Work order: From the records, report how many lines hold the word "Castleway", with the number as the sole reply.
+++ Raw data
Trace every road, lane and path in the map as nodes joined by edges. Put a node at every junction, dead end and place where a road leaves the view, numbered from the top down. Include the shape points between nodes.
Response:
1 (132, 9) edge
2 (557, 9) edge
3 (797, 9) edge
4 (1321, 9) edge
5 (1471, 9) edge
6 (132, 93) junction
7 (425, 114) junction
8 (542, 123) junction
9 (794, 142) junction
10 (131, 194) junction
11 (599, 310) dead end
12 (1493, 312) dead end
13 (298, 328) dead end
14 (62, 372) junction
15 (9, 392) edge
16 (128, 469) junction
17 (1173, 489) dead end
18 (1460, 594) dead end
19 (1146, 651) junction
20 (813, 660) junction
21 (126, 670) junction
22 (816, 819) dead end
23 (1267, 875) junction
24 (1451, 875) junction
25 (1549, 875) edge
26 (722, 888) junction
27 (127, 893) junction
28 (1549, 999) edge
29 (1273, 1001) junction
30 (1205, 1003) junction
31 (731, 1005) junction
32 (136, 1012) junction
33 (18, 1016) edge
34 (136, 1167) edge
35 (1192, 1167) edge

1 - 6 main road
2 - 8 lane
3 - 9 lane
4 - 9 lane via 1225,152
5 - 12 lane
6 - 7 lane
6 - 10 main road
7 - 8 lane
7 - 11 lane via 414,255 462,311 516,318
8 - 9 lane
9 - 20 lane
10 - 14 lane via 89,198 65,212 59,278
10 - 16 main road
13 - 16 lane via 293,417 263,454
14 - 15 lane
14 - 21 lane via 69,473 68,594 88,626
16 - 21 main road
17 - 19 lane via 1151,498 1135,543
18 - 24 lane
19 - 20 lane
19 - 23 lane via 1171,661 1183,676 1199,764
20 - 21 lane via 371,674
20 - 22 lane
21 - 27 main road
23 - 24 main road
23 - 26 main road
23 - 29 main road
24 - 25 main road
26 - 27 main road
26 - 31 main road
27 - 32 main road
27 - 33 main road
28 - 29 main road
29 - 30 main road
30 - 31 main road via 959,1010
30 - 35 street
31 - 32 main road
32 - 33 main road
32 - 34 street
++++++
+++ Raw data
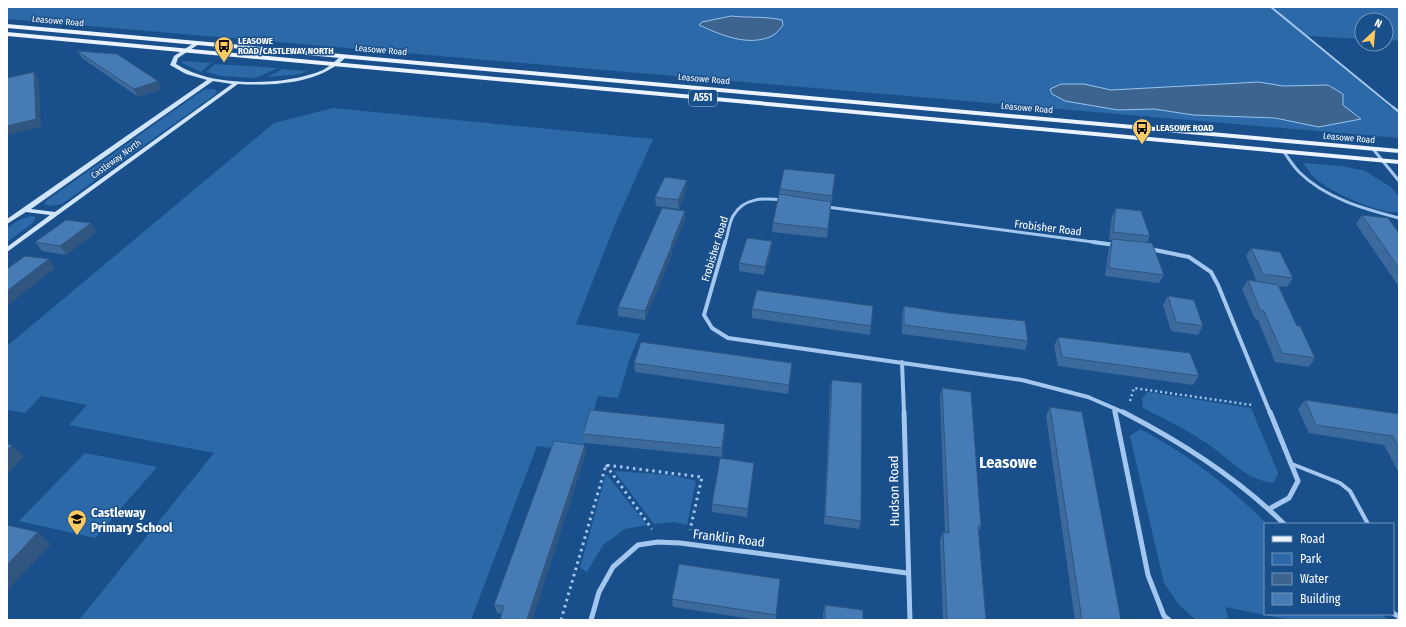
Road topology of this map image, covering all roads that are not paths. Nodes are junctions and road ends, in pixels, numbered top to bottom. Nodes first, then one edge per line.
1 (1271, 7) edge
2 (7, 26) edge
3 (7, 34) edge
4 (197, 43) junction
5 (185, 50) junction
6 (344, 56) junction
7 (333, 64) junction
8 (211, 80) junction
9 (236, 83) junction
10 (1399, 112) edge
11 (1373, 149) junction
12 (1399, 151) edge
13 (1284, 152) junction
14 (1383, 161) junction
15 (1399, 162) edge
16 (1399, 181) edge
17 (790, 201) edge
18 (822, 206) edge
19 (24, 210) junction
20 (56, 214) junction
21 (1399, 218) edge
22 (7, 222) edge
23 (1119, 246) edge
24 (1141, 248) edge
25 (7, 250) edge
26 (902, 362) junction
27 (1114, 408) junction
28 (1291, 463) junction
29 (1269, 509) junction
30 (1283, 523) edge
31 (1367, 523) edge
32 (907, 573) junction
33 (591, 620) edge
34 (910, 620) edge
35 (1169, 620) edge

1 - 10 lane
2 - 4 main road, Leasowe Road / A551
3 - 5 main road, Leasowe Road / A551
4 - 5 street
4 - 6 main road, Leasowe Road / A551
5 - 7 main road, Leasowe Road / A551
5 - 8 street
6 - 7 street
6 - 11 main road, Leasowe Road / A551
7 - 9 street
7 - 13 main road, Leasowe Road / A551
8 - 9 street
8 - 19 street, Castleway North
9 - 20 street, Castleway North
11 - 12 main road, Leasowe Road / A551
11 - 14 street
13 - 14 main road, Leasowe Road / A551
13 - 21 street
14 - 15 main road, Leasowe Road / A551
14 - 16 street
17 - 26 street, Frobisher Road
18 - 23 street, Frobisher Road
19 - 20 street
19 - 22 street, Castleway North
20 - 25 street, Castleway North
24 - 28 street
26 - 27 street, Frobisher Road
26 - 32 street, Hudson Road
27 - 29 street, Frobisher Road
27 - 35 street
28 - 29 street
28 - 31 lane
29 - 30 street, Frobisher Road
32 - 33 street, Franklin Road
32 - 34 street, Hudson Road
++++++
Reply: 4